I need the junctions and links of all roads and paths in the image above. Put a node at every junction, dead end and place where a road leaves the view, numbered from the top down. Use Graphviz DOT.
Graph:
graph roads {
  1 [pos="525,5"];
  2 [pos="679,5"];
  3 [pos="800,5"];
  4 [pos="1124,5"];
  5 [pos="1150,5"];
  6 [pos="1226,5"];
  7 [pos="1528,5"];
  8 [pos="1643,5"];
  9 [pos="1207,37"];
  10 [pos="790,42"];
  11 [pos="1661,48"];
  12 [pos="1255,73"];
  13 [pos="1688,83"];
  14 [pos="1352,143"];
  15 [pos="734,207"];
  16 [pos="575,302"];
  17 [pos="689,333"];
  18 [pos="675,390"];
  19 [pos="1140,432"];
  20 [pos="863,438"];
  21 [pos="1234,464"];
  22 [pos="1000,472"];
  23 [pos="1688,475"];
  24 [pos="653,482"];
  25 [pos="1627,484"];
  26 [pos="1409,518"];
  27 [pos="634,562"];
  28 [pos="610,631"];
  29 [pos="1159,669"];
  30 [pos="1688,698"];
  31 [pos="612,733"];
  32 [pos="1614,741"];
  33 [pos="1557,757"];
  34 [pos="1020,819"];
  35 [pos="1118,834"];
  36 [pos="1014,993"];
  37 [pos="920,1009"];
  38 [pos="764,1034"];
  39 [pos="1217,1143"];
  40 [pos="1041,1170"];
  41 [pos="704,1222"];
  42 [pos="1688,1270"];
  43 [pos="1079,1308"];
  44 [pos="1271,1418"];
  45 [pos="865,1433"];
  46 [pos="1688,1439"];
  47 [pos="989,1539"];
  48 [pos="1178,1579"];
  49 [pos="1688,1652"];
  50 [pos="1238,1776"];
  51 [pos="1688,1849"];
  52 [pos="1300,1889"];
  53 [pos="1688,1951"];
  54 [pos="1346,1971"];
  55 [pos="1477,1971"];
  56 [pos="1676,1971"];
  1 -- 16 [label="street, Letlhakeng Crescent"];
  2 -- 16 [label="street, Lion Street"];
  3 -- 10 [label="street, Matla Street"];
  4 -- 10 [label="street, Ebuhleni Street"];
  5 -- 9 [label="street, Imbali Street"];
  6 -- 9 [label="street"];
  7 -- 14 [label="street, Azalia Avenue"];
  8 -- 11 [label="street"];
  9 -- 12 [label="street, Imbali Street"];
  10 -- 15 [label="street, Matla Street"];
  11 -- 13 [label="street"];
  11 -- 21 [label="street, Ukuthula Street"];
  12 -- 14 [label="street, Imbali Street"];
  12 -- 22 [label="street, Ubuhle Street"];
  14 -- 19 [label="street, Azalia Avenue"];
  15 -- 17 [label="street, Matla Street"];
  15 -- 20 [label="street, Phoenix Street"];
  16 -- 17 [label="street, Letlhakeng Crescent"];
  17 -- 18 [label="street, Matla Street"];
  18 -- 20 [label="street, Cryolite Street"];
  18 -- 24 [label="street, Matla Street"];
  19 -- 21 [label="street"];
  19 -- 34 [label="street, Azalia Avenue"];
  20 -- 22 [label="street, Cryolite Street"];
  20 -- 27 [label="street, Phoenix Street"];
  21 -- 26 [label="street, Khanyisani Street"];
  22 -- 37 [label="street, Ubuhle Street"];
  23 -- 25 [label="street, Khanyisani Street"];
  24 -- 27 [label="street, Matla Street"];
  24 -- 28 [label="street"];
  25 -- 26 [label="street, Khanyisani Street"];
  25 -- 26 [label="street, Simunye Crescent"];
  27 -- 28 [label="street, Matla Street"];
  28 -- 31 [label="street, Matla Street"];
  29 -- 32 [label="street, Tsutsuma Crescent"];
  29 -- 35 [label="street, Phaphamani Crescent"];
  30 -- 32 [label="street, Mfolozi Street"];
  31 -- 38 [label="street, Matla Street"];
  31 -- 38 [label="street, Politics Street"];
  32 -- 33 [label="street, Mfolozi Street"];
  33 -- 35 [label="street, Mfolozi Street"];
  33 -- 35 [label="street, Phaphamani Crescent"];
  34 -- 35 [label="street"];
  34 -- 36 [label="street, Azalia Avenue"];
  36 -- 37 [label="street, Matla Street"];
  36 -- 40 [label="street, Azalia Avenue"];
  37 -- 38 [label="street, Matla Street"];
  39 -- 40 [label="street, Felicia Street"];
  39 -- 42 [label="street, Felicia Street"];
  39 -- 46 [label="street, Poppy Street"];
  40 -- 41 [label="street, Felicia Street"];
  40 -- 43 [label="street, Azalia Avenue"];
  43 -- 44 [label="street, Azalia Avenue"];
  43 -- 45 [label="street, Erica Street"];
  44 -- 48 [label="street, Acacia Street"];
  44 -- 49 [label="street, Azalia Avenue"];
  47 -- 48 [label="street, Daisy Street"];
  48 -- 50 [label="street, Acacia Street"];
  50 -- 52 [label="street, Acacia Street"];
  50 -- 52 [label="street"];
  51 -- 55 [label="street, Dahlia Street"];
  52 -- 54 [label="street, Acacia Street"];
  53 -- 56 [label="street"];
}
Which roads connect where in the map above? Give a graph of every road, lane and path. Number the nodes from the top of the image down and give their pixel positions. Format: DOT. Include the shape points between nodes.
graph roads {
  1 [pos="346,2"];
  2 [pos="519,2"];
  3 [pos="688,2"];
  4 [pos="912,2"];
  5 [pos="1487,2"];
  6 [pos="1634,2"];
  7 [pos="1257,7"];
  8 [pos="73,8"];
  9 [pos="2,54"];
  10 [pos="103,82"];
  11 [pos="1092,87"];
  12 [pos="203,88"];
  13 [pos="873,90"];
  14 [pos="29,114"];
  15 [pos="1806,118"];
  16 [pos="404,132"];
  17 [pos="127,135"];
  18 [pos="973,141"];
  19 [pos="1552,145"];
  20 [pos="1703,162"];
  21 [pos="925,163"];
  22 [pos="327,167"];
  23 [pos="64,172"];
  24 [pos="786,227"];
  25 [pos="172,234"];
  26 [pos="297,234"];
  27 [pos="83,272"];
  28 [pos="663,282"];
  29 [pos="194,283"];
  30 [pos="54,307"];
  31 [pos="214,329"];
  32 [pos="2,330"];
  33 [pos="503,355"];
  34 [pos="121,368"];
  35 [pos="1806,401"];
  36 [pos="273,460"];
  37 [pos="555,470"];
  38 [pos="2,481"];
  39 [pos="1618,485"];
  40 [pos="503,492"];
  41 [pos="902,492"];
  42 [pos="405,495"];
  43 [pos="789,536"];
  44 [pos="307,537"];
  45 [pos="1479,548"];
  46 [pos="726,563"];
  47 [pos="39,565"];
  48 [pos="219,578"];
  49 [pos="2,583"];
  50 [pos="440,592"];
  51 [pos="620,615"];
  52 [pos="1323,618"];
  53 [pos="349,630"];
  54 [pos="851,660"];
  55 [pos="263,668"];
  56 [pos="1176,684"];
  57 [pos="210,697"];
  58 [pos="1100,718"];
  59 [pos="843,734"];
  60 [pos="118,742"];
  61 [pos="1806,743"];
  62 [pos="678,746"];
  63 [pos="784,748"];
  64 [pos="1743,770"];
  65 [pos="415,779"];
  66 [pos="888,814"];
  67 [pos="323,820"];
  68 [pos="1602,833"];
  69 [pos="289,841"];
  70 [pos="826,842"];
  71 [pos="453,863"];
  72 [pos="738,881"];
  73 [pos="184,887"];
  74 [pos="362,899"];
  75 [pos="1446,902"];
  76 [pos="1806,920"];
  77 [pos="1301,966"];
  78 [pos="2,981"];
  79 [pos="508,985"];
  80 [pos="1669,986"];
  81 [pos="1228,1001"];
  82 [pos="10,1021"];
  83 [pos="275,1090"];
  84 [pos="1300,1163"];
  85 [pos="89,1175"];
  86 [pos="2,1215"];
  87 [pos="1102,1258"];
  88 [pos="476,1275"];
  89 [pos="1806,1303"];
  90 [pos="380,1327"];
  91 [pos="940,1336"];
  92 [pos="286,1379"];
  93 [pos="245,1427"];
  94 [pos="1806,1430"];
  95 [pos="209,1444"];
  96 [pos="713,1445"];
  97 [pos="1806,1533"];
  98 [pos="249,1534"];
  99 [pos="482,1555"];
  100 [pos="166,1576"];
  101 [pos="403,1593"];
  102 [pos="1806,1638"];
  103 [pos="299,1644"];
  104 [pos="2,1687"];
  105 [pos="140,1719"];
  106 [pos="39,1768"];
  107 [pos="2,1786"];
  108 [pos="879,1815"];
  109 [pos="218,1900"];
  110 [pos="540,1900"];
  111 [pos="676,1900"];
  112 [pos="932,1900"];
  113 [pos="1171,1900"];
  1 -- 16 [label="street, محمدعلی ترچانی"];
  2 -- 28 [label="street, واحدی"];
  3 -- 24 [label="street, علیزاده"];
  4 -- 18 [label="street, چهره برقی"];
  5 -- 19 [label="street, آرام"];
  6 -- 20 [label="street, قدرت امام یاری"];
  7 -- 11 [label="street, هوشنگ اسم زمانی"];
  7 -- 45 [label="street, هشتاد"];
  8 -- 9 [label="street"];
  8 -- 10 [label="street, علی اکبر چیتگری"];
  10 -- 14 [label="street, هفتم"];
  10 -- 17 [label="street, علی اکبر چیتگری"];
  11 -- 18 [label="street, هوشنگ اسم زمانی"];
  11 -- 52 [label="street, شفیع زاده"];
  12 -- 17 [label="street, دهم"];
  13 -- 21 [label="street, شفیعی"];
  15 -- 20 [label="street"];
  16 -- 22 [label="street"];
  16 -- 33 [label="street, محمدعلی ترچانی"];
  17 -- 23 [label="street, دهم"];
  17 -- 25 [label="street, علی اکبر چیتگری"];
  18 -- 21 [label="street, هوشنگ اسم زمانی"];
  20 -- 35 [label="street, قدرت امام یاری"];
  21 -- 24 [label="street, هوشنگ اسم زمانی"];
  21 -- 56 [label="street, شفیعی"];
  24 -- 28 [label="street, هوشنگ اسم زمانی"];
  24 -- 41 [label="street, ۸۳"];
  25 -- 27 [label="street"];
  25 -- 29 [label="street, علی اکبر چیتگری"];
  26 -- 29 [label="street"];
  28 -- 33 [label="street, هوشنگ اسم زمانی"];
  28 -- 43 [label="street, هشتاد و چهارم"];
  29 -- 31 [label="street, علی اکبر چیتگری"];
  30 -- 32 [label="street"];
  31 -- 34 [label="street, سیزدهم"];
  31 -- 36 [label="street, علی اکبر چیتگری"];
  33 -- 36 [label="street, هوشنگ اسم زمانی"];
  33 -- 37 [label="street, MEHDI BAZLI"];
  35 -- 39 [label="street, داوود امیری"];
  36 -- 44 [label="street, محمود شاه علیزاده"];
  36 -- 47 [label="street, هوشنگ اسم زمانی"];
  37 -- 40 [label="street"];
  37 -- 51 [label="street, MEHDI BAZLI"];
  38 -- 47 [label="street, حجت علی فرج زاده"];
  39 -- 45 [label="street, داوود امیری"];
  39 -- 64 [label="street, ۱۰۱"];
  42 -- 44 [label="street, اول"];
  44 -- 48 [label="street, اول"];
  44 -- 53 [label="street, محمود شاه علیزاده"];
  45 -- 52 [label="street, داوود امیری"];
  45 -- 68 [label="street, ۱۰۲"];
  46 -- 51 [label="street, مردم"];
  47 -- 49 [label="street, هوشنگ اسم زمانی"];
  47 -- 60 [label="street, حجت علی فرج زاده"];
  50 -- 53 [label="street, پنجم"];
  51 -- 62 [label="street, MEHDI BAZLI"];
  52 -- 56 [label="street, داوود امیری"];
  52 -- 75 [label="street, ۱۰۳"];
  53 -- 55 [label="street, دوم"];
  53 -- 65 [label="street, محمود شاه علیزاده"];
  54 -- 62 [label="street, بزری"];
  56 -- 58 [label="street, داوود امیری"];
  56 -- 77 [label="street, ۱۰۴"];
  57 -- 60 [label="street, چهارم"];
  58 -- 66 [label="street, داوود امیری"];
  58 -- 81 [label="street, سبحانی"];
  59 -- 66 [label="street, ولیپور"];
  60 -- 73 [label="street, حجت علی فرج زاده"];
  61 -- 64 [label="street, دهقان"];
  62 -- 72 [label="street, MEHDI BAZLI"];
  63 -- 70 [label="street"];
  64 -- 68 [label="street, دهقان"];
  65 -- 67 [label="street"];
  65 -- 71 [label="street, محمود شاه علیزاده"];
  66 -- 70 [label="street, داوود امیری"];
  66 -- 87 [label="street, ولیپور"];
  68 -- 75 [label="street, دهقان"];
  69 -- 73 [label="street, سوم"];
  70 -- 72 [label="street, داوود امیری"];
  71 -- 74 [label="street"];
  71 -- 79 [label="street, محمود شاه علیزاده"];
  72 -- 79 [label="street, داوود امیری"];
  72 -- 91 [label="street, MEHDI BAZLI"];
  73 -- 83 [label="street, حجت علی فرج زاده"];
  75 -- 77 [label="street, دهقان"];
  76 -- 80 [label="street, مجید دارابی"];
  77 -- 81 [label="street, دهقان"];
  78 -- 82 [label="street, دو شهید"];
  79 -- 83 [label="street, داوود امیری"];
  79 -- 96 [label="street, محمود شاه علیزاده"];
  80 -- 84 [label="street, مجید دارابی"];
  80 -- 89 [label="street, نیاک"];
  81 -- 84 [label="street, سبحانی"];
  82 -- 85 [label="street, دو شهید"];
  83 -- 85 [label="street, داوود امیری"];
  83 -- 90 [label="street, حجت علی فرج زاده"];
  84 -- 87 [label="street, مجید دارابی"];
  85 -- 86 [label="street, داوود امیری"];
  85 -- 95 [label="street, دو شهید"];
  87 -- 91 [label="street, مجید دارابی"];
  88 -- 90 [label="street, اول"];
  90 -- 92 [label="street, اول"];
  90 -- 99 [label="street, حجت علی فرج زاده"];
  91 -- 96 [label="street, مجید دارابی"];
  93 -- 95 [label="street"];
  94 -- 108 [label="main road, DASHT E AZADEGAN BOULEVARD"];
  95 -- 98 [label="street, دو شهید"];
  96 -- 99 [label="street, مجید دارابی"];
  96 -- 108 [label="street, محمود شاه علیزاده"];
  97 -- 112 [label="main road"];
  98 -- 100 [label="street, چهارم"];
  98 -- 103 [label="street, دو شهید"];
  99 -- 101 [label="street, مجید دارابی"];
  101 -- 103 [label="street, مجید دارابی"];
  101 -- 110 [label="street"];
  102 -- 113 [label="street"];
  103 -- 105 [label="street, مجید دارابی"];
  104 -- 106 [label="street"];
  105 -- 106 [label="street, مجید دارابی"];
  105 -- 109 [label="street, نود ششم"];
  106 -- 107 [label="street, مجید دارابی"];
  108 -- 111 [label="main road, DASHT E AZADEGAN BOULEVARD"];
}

# ABOUT THIS TASK
Working from the listing above, pick out every line that has "چهارم" and copy it.

# ANSWER FOR THIS EXERCISE
  28 -- 43 [label="street, هشتاد و چهارم"];
  57 -- 60 [label="street, چهارم"];
  98 -- 100 [label="street, چهارم"];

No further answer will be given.